Die Straße war in schlechtem Zustand, und bei jedem Schlagloch stöhnte der unbekannte Passagier auf. Von hinten tauchten plötzlich zwei Scheinwerfer auf und näherten sich schnell. Maggie hielt sich bewusst so weit links, wie es ihr möglich war, falls der andere überholen wollte. Doch der Wagen blieb beständig hinter ihr. Der Mann neben Maggie kam plötzlich zu sich. Er schaute etwas verwirrt umher, bis er die Sachlage begriff, dann bemerkte er den Wagen hinter ihnen.
„Suchen Sie einen Ausweg“, sagte er gepresst.
„Was?“, fragte Maggie verständnislos.
„Sie müssen den Wagen loswerden.“
„Unsinn, das wird einer der Gutsherren sein, die hier in der Nähe wohnen. Sie müssen sich keine Sorgen machen. Können Sie mir jetzt sagen was Ihnen passiert ist?“
„Bitte, versuchen Sie zu entkommen“, beharrte der Mann.
Maggie hatte ohnehin vor, den Weg nach Clarion Manors einzuschlagen, und so bog sie an der nächsten Abzweigung nach links ab. Die sie verfolgenden Scheinwerfer verschwanden, doch wenig später tauchten sie wieder auf und rückten näher.
Es waren wohl noch zwei Meilen bis Clarion Manors, und Maggie hatte plötzlich ein ungutes Gefühl. Sie gab Gas, soweit es der Wagen noch hergab. Doch es war auf jeden Fall zu wenig. Von hinten gab es plötzlich einen heftigen Ruck, und die Tierärztin verlor die Gewalt über den Wagen. Sie kam ins Schleudern und fuhr in den Graben, der Wagen überschlug sich.
Irgendwann kam er zum Stillstand. Maggie spürte jeden Knochen im Körper und wünschte sich in ihr Bett.

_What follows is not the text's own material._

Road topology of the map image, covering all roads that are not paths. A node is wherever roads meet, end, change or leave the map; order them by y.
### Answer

Eine Hand schob sich in die ihre und drückte etwas hinein.
Ihr Blick fiel auf den Verletzten, dann entfuhr ihr ein heftiger Fluch.
2
George Felton stammte in gerader Linie seit Jahrhunderten von den Herren von Clarion Manors ab. Er selbst hatte nach eine ordentliche Banklehre gemacht und durch ein paar gewagte Spekulationen ein kleines Vermögen erworben. Das hatte er mit viel Geschick und Geschmack in Clarion Manors investiert. Sein Herz hing an dem Anwesen, was nur wenige wussten, und seine große Leidenschaft waren die Pferde. Und so hatte viel Geld in die Grundlage eines Gestütes gesteckt.

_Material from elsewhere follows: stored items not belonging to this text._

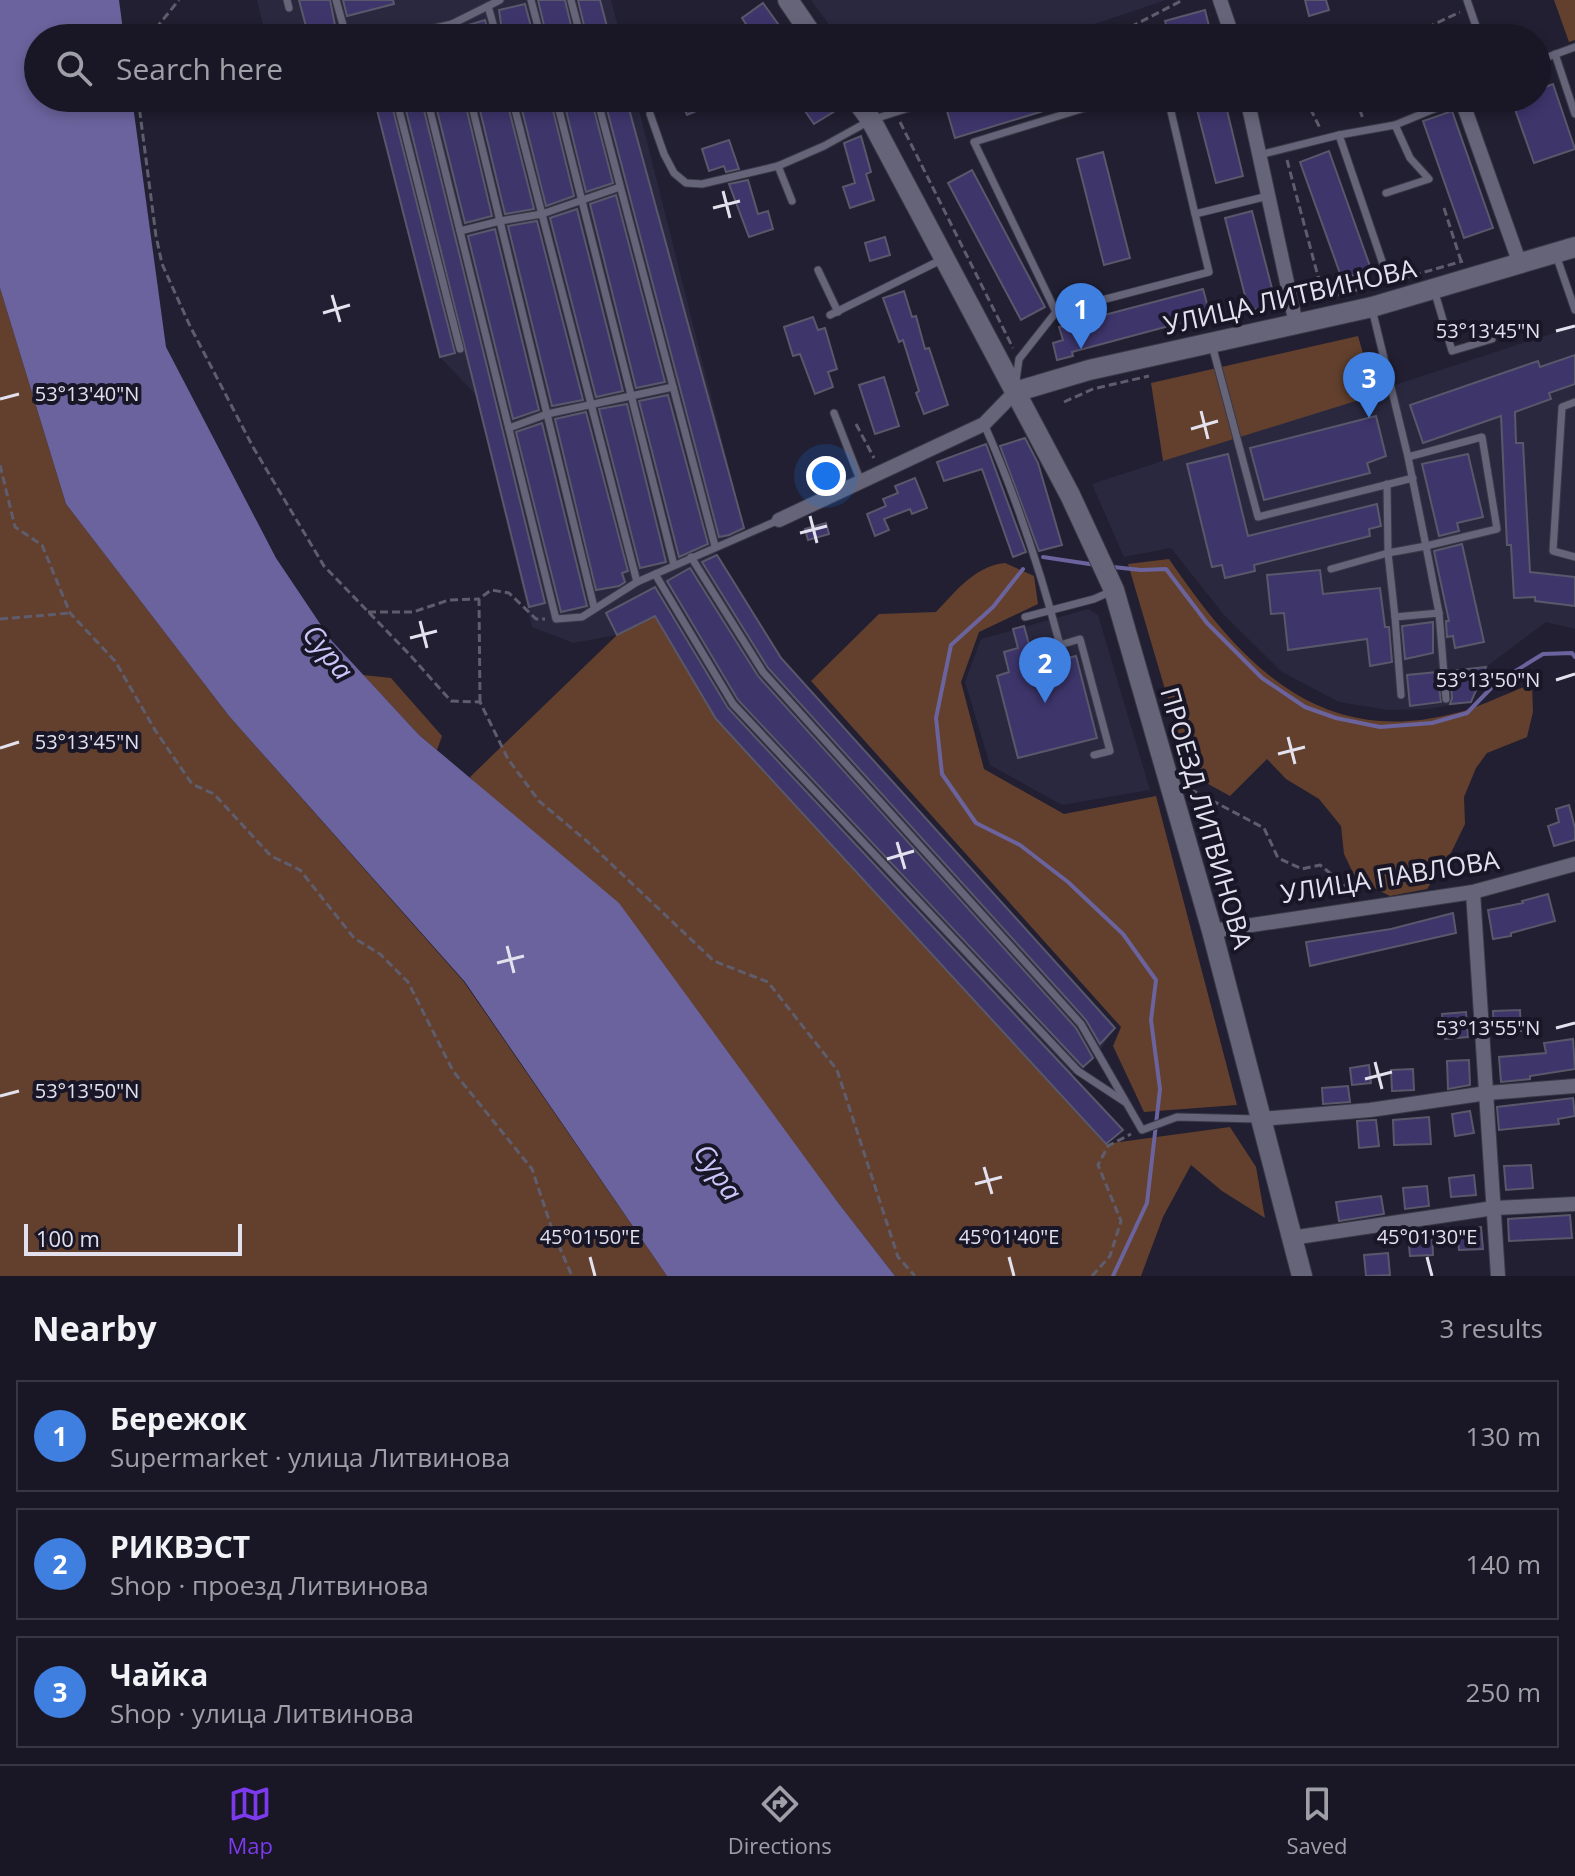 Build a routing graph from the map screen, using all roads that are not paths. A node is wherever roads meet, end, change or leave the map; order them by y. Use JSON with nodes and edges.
{"nodes":[{"id":1,"x":336,"y":0,"type":"edge"},
{"id":2,"x":500,"y":0,"type":"edge"},
{"id":3,"x":531,"y":0,"type":"edge"},
{"id":4,"x":571,"y":0,"type":"edge"},
{"id":5,"x":788,"y":0,"type":"edge"},
{"id":6,"x":1220,"y":0,"type":"edge"},
{"id":7,"x":1468,"y":4,"type":"edge"},
{"id":8,"x":488,"y":6,"type":"junction"},
{"id":9,"x":343,"y":24,"type":"edge"},
{"id":10,"x":452,"y":24,"type":"edge"},
{"id":11,"x":493,"y":24,"type":"edge"},
{"id":12,"x":537,"y":24,"type":"edge"},
{"id":13,"x":577,"y":24,"type":"edge"},
{"id":14,"x":804,"y":24,"type":"edge"},
{"id":15,"x":1228,"y":24,"type":"edge"},
{"id":16,"x":1475,"y":24,"type":"edge"},
{"id":17,"x":1575,"y":47,"type":"edge"},
{"id":18,"x":1555,"y":54,"type":"junction"},
{"id":19,"x":1551,"y":56,"type":"edge"},
{"id":20,"x":400,"y":112,"type":"edge"},
{"id":21,"x":430,"y":112,"type":"edge"},
{"id":22,"x":473,"y":112,"type":"edge"},
{"id":23,"x":516,"y":112,"type":"edge"},
{"id":24,"x":560,"y":112,"type":"edge"},
{"id":25,"x":601,"y":112,"type":"edge"},
{"id":26,"x":865,"y":112,"type":"edge"},
{"id":27,"x":896,"y":112,"type":"edge"},
{"id":28,"x":1072,"y":112,"type":"edge"},
{"id":29,"x":1171,"y":112,"type":"edge"},
{"id":30,"x":1250,"y":112,"type":"edge"},
{"id":31,"x":1427,"y":112,"type":"edge"},
{"id":32,"x":1466,"y":112,"type":"edge"},
{"id":33,"x":650,"y":114,"type":"dead end"},
{"id":34,"x":1575,"y":114,"type":"edge"},
{"id":35,"x":871,"y":120,"type":"junction"},
{"id":36,"x":1395,"y":125,"type":"junction"},
{"id":37,"x":1339,"y":135,"type":"junction"},
{"id":38,"x":1258,"y":156,"type":"junction"},
{"id":39,"x":778,"y":166,"type":"junction"},
{"id":40,"x":620,"y":187,"type":"junction"},
{"id":41,"x":1386,"y":193,"type":"dead end"},
{"id":42,"x":1268,"y":196,"type":"junction"},
{"id":43,"x":582,"y":200,"type":"junction"},
{"id":44,"x":792,"y":201,"type":"dead end"},
{"id":45,"x":542,"y":214,"type":"junction"},
{"id":46,"x":1195,"y":214,"type":"junction"},
{"id":47,"x":500,"y":221,"type":"junction"},
{"id":48,"x":460,"y":231,"type":"junction"},
{"id":49,"x":1565,"y":250,"type":"edge"},
{"id":50,"x":943,"y":259,"type":"junction"},
{"id":51,"x":1520,"y":264,"type":"junction"},
{"id":52,"x":1384,"y":267,"type":"road end"},
{"id":53,"x":818,"y":270,"type":"dead end"},
{"id":54,"x":1434,"y":290,"type":"junction"},
{"id":55,"x":1372,"y":307,"type":"junction"},
{"id":56,"x":1575,"y":310,"type":"edge"},
{"id":57,"x":1056,"y":312,"type":"junction"},
{"id":58,"x":1296,"y":324,"type":"junction"},
{"id":59,"x":1492,"y":339,"type":"dead end"},
{"id":60,"x":1211,"y":343,"type":"junction"},
{"id":61,"x":460,"y":349,"type":"dead end"},
{"id":62,"x":673,"y":387,"type":"junction"},
{"id":63,"x":1015,"y":392,"type":"junction"},
{"id":64,"x":631,"y":396,"type":"junction"},
{"id":65,"x":1575,"y":402,"type":"edge"},
{"id":66,"x":591,"y":404,"type":"junction"},
{"id":67,"x":834,"y":413,"type":"dead end"},
{"id":68,"x":547,"y":414,"type":"junction"},
{"id":69,"x":984,"y":424,"type":"junction"},
{"id":70,"x":509,"y":428,"type":"junction"},
{"id":71,"x":1408,"y":457,"type":"junction"},
{"id":72,"x":1413,"y":478,"type":"junction"},
{"id":73,"x":861,"y":482,"type":"junction"},
{"id":74,"x":1387,"y":484,"type":"junction"},
{"id":75,"x":779,"y":520,"type":"joint"},
{"id":76,"x":715,"y":546,"type":"junction"},
{"id":77,"x":1426,"y":546,"type":"junction"},
{"id":78,"x":1388,"y":553,"type":"junction"},
{"id":79,"x":691,"y":557,"type":"junction"},
{"id":80,"x":1575,"y":557,"type":"edge"},
{"id":81,"x":674,"y":565,"type":"junction"},
{"id":82,"x":1331,"y":569,"type":"dead end"},
{"id":83,"x":655,"y":574,"type":"junction"},
{"id":84,"x":637,"y":582,"type":"junction"},
{"id":85,"x":1114,"y":590,"type":"junction"},
{"id":86,"x":594,"y":607,"type":"junction"},
{"id":87,"x":1051,"y":610,"type":"junction"},
{"id":88,"x":1439,"y":613,"type":"junction"},
{"id":89,"x":1025,"y":617,"type":"dead end"},
{"id":90,"x":1395,"y":617,"type":"junction"},
{"id":91,"x":1401,"y":695,"type":"dead end"},
{"id":92,"x":1446,"y":699,"type":"dead end"},
{"id":93,"x":1094,"y":755,"type":"dead end"},
{"id":94,"x":1575,"y":864,"type":"edge"},
{"id":95,"x":1473,"y":892,"type":"junction"},
{"id":96,"x":1212,"y":931,"type":"junction"},
{"id":97,"x":1575,"y":1086,"type":"edge"},
{"id":98,"x":1487,"y":1093,"type":"junction"},
{"id":99,"x":1127,"y":1103,"type":"junction"},
{"id":100,"x":1260,"y":1119,"type":"junction"},
{"id":101,"x":1575,"y":1204,"type":"edge"},
{"id":102,"x":1494,"y":1208,"type":"junction"},
{"id":103,"x":1291,"y":1238,"type":"junction"},
{"id":104,"x":1302,"y":1276,"type":"edge"},
{"id":105,"x":1498,"y":1276,"type":"edge"}],
"edges":[{"from":1,"to":9,"type":"lane"},
{"from":2,"to":8,"type":"lane"},
{"from":3,"to":12,"type":"lane"},
{"from":4,"to":13,"type":"lane"},
{"from":5,"to":14,"type":"main road"},
{"from":6,"to":15,"type":"street"},
{"from":7,"to":16,"type":"lane"},
{"from":8,"to":10,"type":"lane"},
{"from":8,"to":11,"type":"lane"},
{"from":17,"to":18,"type":"lane"},
{"from":18,"to":19,"type":"lane"},
{"from":18,"to":34,"type":"lane"},
{"from":20,"to":61,"type":"lane"},
{"from":21,"to":48,"type":"lane"},
{"from":22,"to":47,"type":"lane"},
{"from":23,"to":45,"type":"lane"},
{"from":24,"to":43,"type":"lane"},
{"from":25,"to":40,"type":"lane"},
{"from":26,"to":35,"type":"main road","name":"ПРОЕЗД ЛИТВИНОВА"},
{"from":27,"to":35,"type":"lane"},
{"from":28,"to":57,"type":"lane"},
{"from":29,"to":46,"type":"lane"},
{"from":30,"to":38,"type":"street"},
{"from":31,"to":36,"type":"lane"},
{"from":32,"to":51,"type":"street"},
{"from":33,"to":39,"type":"lane"},
{"from":35,"to":39,"type":"lane"},
{"from":35,"to":50,"type":"main road","name":"ПРОЕЗД ЛИТВИНОВА"},
{"from":36,"to":37,"type":"lane"},
{"from":36,"to":41,"type":"lane"},
{"from":37,"to":38,"type":"lane"},
{"from":37,"to":52,"type":"lane"},
{"from":38,"to":42,"type":"street"},
{"from":39,"to":44,"type":"lane"},
{"from":40,"to":43,"type":"lane"},
{"from":40,"to":62,"type":"lane"},
{"from":42,"to":46,"type":"lane"},
{"from":42,"to":58,"type":"street"},
{"from":43,"to":45,"type":"lane"},
{"from":43,"to":64,"type":"lane"},
{"from":45,"to":47,"type":"lane"},
{"from":45,"to":66,"type":"lane"},
{"from":46,"to":57,"type":"lane"},
{"from":47,"to":48,"type":"lane"},
{"from":47,"to":68,"type":"lane"},
{"from":48,"to":70,"type":"lane"},
{"from":49,"to":51,"type":"main road","name":"УЛИЦА ЛИТВИНОВА"},
{"from":49,"to":56,"type":"lane"},
{"from":50,"to":53,"type":"lane"},
{"from":50,"to":63,"type":"main road","name":"ПРОЕЗД ЛИТВИНОВА"},
{"from":51,"to":54,"type":"main road","name":"УЛИЦА ЛИТВИНОВА"},
{"from":54,"to":55,"type":"main road","name":"УЛИЦА ЛИТВИНОВА"},
{"from":54,"to":59,"type":"lane"},
{"from":55,"to":58,"type":"main road","name":"УЛИЦА ЛИТВИНОВА"},
{"from":55,"to":71,"type":"lane"},
{"from":57,"to":63,"type":"lane"},
{"from":58,"to":60,"type":"main road","name":"УЛИЦА ЛИТВИНОВА"},
{"from":60,"to":63,"type":"main road","name":"УЛИЦА ЛИТВИНОВА"},
{"from":60,"to":74,"type":"lane"},
{"from":62,"to":64,"type":"lane"},
{"from":62,"to":76,"type":"lane"},
{"from":63,"to":69,"type":"street"},
{"from":63,"to":85,"type":"main road","name":"ПРОЕЗД ЛИТВИНОВА"},
{"from":64,"to":66,"type":"lane"},
{"from":64,"to":81,"type":"lane"},
{"from":65,"to":80,"type":"lane"},
{"from":66,"to":68,"type":"lane"},
{"from":66,"to":84,"type":"lane"},
{"from":67,"to":73,"type":"lane"},
{"from":68,"to":70,"type":"lane"},
{"from":68,"to":86,"type":"lane"},
{"from":69,"to":73,"type":"street"},
{"from":69,"to":87,"type":"lane"},
{"from":70,"to":86,"type":"lane"},
{"from":71,"to":72,"type":"lane"},
{"from":71,"to":77,"type":"lane"},
{"from":72,"to":74,"type":"lane"},
{"from":72,"to":77,"type":"lane"},
{"from":73,"to":75,"type":"street"},
{"from":74,"to":78,"type":"lane"},
{"from":75,"to":76,"type":"lane"},
{"from":76,"to":79,"type":"lane"},
{"from":77,"to":78,"type":"lane"},
{"from":77,"to":88,"type":"lane"},
{"from":78,"to":82,"type":"lane"},
{"from":78,"to":90,"type":"lane"},
{"from":79,"to":81,"type":"lane"},
{"from":79,"to":99,"type":"lane"},
{"from":81,"to":83,"type":"lane"},
{"from":83,"to":84,"type":"lane"},
{"from":83,"to":99,"type":"lane"},
{"from":84,"to":86,"type":"lane"},
{"from":85,"to":87,"type":"lane"},
{"from":85,"to":96,"type":"main road","name":"ПРОЕЗД ЛИТВИНОВА"},
{"from":87,"to":89,"type":"lane"},
{"from":87,"to":93,"type":"lane"},
{"from":88,"to":90,"type":"lane"},
{"from":88,"to":92,"type":"lane"},
{"from":90,"to":91,"type":"lane"},
{"from":94,"to":95,"type":"street","name":"УЛИЦА ПАВЛОВА"},
{"from":95,"to":96,"type":"street","name":"УЛИЦА ПАВЛОВА"},
{"from":95,"to":98,"type":"street"},
{"from":96,"to":100,"type":"main road","name":"ПРОЕЗД ЛИТВИНОВА"},
{"from":97,"to":98,"type":"street"},
{"from":98,"to":100,"type":"street"},
{"from":98,"to":102,"type":"street"},
{"from":99,"to":100,"type":"lane"},
{"from":100,"to":103,"type":"main road","name":"ПРОЕЗД ЛИТВИНОВА"},
{"from":101,"to":102,"type":"street"},
{"from":102,"to":103,"type":"street"},
{"from":102,"to":105,"type":"street"},
{"from":103,"to":104,"type":"main road","name":"ПРОЕЗД ЛИТВИНОВА"}]}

Er war zwar hier oben in Schottland weit ab von den großen Gestüten, die das Land bestimmten, doch einige der Tiere, die Felton besaß, hatten in der Fachwelt einen hervorragenden Ruf. Mittlerweile war Clarion Manors fast zu einer Pilgerstätte für Pferdezüchter geworden.
In letzter Zeit hatte ihn das Pech bei den Stuten verfolgt, aber andererseits standen zwei vielversprechende Dreijährige in seinen Stallungen. Und außerdem gab es da Dalrina, eine hochprämierte, wenn auch schon ältere Stute, die noch an diesem Abend fohlen würde.
Felton war schon den ganzen Tag unruhig hin und her gelaufen, hatte immer wieder den Stall aufgesucht und mit seiner Unruhe den Stallmeister Michael Sinclair schier an den Rand der Verzweiflung gebracht.
Doch jetzt würde es nicht mehr lange dauern, und Felton überlegte, ob er noch vorher den Tierarzt anrufen sollte. Kurz entschlossen wählte er die Nummer von McBride. Es waren keine Komplikationen zu befürchten, doch Felton wollte kein Risiko eingehen. Knapp zehn Minuten später klingelte es an der Haustür, und zu seinem Erstaunen erkannte Felton Maggie O’Connor.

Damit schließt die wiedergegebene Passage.